Horizontal scalability and disaster recovery is one of the next larger features on our mind. We won't use the architecture of Performance Secondaries, and likely will transparently upgrade (existing) Standby nodes to become read-scalable. Local storage is interesting, but brings with it additional complexity that few need. Better to use namespaces with distinct storage backends (distributing active across all nodes in a cluster) to scale writes horizontally across different namespaces before looking at horizontal scalability of a single mount (which is all that local storage gives you -- it doesn't give you write scalability across namespaces).

Also on that list is external key support, similar to managed keys from Vault Enterprise, but with different configuration semantics: https://github.com/openbao/openbao/pull/1320

We currently have no plans for implementing some of the enterprise secrets bcakends (KMIP, Transform/Tokenization, KMSE, ...) though of course would be welcoming to these as well.
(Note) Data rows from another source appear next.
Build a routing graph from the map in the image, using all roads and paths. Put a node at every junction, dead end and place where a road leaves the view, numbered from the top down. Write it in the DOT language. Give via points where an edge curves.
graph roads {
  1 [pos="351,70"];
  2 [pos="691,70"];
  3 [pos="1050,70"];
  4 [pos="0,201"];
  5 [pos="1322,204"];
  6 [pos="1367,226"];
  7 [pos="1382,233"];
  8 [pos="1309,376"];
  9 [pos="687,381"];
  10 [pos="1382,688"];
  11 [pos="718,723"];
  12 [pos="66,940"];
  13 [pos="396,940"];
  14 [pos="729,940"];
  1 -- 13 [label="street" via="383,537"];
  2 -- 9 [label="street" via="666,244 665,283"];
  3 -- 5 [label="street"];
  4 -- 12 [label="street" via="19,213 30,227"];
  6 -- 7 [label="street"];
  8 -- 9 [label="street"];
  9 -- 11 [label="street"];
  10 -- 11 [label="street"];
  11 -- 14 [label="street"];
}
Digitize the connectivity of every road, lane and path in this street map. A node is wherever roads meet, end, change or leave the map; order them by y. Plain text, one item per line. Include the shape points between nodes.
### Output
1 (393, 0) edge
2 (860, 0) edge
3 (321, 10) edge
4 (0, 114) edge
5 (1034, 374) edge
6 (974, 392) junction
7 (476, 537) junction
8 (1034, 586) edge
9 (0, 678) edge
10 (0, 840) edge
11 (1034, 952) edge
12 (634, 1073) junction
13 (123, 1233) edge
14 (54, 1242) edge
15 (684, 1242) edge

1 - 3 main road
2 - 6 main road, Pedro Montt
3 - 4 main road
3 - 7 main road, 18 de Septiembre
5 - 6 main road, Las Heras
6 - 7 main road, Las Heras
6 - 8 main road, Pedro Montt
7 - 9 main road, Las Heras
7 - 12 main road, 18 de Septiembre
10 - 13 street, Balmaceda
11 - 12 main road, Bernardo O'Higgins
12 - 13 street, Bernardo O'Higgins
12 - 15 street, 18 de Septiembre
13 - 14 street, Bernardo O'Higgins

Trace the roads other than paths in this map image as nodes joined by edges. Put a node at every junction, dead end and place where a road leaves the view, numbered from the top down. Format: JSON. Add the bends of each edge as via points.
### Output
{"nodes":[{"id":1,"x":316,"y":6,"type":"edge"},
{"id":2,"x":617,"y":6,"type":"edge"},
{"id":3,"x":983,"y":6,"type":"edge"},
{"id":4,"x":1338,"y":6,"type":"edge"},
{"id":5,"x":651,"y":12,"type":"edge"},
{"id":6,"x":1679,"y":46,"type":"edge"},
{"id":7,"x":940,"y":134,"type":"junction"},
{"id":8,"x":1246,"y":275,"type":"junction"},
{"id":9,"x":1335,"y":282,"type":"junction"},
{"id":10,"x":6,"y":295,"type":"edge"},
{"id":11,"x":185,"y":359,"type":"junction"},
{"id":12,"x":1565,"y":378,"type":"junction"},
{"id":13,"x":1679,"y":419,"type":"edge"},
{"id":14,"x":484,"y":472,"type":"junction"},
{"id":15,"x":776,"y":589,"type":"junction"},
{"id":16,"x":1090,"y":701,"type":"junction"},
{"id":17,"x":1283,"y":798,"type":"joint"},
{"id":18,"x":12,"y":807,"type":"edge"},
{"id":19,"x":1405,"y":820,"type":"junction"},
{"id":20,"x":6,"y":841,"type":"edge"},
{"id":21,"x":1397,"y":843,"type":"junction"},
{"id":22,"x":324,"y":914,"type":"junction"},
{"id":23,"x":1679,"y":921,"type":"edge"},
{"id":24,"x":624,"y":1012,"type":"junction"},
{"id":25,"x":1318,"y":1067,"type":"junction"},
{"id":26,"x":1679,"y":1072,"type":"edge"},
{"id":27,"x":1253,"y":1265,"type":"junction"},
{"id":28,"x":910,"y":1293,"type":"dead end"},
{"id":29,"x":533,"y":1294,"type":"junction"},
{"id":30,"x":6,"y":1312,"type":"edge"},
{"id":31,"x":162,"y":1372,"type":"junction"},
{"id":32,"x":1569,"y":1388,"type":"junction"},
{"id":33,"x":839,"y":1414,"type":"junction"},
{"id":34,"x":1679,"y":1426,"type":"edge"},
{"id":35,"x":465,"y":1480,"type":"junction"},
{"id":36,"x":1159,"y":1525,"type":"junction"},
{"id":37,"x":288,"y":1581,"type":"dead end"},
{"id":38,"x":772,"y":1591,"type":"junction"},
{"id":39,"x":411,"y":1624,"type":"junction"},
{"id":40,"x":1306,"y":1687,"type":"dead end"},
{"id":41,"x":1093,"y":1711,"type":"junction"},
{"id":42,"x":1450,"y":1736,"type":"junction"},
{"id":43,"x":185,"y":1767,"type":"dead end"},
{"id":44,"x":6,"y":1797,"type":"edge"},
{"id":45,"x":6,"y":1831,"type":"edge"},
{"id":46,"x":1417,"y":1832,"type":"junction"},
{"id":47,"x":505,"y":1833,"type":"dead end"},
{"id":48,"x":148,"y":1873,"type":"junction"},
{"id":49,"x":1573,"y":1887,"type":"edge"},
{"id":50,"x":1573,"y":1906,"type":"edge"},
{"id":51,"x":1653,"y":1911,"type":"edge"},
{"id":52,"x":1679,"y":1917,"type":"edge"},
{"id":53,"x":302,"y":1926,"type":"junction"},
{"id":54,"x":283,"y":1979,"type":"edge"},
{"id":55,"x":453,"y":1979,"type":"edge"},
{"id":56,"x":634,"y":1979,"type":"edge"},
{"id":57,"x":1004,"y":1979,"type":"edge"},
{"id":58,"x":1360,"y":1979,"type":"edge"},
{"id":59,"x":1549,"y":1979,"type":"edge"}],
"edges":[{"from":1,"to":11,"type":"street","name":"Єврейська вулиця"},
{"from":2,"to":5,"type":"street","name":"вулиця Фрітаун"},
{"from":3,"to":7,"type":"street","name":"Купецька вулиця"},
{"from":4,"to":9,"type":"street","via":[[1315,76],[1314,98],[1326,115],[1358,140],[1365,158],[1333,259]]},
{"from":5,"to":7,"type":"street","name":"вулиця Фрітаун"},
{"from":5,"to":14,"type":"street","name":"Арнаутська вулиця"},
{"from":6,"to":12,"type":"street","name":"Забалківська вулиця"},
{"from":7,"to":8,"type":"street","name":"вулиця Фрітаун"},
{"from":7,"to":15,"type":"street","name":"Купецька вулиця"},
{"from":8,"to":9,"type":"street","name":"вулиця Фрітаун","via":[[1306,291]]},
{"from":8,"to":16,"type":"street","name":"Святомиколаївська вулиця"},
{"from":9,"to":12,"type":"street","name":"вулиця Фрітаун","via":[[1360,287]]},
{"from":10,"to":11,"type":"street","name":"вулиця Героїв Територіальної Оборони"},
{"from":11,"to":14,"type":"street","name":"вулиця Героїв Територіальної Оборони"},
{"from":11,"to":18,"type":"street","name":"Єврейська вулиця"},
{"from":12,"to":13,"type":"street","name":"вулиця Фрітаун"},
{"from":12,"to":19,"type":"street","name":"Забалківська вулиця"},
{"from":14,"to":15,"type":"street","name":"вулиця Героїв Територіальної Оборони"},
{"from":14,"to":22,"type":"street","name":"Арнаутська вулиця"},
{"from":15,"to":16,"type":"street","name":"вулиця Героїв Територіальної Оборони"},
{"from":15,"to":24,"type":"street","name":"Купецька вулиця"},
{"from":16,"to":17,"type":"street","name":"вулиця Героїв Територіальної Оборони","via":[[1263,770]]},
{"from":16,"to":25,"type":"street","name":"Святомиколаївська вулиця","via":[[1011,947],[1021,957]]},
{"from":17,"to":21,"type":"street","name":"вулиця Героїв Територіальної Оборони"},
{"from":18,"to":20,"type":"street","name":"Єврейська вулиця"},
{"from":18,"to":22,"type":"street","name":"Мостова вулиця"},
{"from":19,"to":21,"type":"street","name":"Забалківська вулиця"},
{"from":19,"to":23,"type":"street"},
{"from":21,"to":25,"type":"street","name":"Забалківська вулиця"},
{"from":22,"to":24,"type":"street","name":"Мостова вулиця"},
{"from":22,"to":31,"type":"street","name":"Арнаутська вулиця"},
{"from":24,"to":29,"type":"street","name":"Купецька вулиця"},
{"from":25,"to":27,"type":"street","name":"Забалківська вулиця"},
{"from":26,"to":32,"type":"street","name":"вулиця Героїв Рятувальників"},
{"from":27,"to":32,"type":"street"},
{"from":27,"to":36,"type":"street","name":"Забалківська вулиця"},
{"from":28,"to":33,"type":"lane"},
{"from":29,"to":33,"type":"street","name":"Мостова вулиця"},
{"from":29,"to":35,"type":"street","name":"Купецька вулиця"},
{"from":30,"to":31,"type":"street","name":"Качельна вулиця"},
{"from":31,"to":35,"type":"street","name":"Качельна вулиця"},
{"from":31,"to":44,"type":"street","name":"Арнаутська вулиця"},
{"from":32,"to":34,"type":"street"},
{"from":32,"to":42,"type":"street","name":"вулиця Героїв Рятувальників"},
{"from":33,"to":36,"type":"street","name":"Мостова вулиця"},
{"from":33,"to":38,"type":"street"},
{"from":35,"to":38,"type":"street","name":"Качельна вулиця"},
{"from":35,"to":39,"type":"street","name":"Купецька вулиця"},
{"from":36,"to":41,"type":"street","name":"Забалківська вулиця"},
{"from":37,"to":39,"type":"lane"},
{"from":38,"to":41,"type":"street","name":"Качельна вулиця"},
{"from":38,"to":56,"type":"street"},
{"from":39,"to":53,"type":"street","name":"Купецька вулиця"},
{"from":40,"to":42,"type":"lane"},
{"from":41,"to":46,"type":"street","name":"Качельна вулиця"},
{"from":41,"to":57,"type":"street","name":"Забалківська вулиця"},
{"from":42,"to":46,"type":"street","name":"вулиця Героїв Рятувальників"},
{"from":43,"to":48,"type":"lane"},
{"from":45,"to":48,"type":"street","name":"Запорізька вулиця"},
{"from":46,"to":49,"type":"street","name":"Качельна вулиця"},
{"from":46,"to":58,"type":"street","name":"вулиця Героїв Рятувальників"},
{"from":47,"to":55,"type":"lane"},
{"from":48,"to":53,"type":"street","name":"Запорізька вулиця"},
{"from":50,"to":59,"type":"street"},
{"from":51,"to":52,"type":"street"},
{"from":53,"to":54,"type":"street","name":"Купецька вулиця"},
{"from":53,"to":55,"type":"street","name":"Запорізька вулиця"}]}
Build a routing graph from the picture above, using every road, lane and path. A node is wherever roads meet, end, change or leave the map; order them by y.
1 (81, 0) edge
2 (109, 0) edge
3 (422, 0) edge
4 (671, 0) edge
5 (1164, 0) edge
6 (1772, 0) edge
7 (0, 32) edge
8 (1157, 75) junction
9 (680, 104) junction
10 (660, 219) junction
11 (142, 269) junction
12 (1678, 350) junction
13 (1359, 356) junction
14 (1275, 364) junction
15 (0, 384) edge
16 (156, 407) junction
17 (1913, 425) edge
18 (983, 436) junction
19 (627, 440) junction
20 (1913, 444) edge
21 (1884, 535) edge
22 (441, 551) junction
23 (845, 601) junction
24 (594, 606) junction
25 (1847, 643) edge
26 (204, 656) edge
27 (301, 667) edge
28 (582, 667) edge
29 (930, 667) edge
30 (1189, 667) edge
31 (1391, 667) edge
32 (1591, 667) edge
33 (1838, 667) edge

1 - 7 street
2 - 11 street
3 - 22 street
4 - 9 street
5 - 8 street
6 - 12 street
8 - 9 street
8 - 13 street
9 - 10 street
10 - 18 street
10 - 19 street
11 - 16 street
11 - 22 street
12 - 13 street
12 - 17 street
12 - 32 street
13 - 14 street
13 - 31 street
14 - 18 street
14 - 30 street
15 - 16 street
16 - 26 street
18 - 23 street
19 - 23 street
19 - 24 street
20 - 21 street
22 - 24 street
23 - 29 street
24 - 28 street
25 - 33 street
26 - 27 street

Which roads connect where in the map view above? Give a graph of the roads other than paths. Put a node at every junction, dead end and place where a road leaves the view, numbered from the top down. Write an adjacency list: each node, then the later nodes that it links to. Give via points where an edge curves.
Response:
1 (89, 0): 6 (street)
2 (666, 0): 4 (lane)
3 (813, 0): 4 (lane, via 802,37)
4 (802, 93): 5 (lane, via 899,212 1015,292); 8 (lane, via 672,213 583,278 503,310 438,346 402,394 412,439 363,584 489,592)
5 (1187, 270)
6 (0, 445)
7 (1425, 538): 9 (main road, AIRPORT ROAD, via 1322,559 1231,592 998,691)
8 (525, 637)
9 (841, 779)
Sync is another area that is not in the cards for the short-term.

In terms of differentiation, we have a lot of unique RFCs in-flight that I presume are not on Vault Enterprise's immediate roadmap:

- https://github.com/openbao/openbao/pull/1365 -- starting plans for a UI rewrite and high-level feature requirements

- https://github.com/openbao/openbao/pull/1357 -- per-namespace seal mechanisms

- https://github.com/openbao/openbao/issues/769 -- Restrict LIST+SCAN (recursive) to only accessible entries

- https://github.com/openbao/openbao/pull/1304 -- static key auto-unseal, to aid chaining in trusted environments

- https://github.com/openbao/openbao/pull/1341 -- declarative one-time self-initialization to aid setup

- https://github.com/openbao/openbao/pull/1302 -- inline authentication rather than existing ahead-of-time token-based authentication

and probably more I'm missing.

Feel free to reach out if you want to discuss more or contribute in any way -- we welcome more than just code contributions, there's many ways one can help. :-)


It is a secrets manager; I think it's a fair question.

Very few individuals will want to run them, the reality is they're mostly for businesses to consume. Businesses need maintenance reliability and continuity plans and that's why I've been pushing on the project's governance aspects for a while.

We're not the next TikTok or JS framework so there'll be no flash point of popularity. Just have to put in the work and see where it goes. :-)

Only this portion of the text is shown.